Let's perform an operation using the value
1, such as:
1 + 1 (which is important to note as equivalent to
2, but I digress).
There are other values that exist, such as
3, on which we can perform an operation using the same operator (such as
3 in the operation:
2 + 3).
Thus, we can abstract rules among operations and use letters to denote any value that it is defined to represent. For example, let
x represent any scalar value. Hence
x + x represents an addition operation between two instances of the same abstract value (which in this case can be shortened to
2x, which is a pattern that applies to any one-dimensional value (ie.

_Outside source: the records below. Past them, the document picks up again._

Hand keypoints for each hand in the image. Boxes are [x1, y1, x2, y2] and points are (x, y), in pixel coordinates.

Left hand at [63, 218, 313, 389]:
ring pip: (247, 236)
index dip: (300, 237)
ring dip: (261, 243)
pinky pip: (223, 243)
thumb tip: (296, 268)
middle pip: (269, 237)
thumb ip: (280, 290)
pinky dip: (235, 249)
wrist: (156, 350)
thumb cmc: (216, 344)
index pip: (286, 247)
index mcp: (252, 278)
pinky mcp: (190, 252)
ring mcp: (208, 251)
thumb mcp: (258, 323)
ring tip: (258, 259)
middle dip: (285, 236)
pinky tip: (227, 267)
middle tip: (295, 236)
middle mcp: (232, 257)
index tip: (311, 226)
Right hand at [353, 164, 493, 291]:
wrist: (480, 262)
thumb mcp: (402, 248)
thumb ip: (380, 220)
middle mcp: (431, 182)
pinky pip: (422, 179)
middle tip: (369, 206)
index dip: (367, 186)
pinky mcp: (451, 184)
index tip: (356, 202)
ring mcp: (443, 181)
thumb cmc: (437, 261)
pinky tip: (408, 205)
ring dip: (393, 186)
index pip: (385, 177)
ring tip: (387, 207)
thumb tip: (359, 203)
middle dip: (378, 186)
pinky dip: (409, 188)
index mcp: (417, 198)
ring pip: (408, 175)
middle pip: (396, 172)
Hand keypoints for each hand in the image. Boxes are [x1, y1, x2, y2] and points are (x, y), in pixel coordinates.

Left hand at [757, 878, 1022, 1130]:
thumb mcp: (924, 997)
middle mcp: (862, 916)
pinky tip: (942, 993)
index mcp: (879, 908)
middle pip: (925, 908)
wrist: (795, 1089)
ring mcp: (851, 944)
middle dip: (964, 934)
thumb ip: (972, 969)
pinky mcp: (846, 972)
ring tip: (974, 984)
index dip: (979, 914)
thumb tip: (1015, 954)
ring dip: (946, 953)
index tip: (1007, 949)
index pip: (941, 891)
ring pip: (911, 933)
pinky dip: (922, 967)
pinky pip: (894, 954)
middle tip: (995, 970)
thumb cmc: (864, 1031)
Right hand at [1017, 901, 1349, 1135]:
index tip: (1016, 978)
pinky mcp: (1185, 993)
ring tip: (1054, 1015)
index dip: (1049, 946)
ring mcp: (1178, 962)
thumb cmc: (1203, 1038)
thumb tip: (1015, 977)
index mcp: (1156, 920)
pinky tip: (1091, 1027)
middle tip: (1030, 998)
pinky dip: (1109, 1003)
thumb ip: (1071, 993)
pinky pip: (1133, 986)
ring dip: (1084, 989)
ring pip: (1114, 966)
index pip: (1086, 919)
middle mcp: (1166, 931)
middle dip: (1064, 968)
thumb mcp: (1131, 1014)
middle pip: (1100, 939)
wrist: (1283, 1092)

x + x = 2x in the domain of scalars)).
Let's collect operations on values (parameters) and label them with a name, and call this concept: functions. Therefore we can label an operation
2x + 3 with a name '
F' and specify the parameters that are operated on (which in this case is only one and is called
x). The shorthand notation of such a definition would be:
F(x) = 2x + 3
Now we can perform operations such as composition and inversion on previously-defined functions or even use names to represent abstract yet-to-be defined functions.
Following the patterns of abstraction illustrated, what is a further level of abstraction over functions called? And maybe even the name of the abstraction over the abstraction?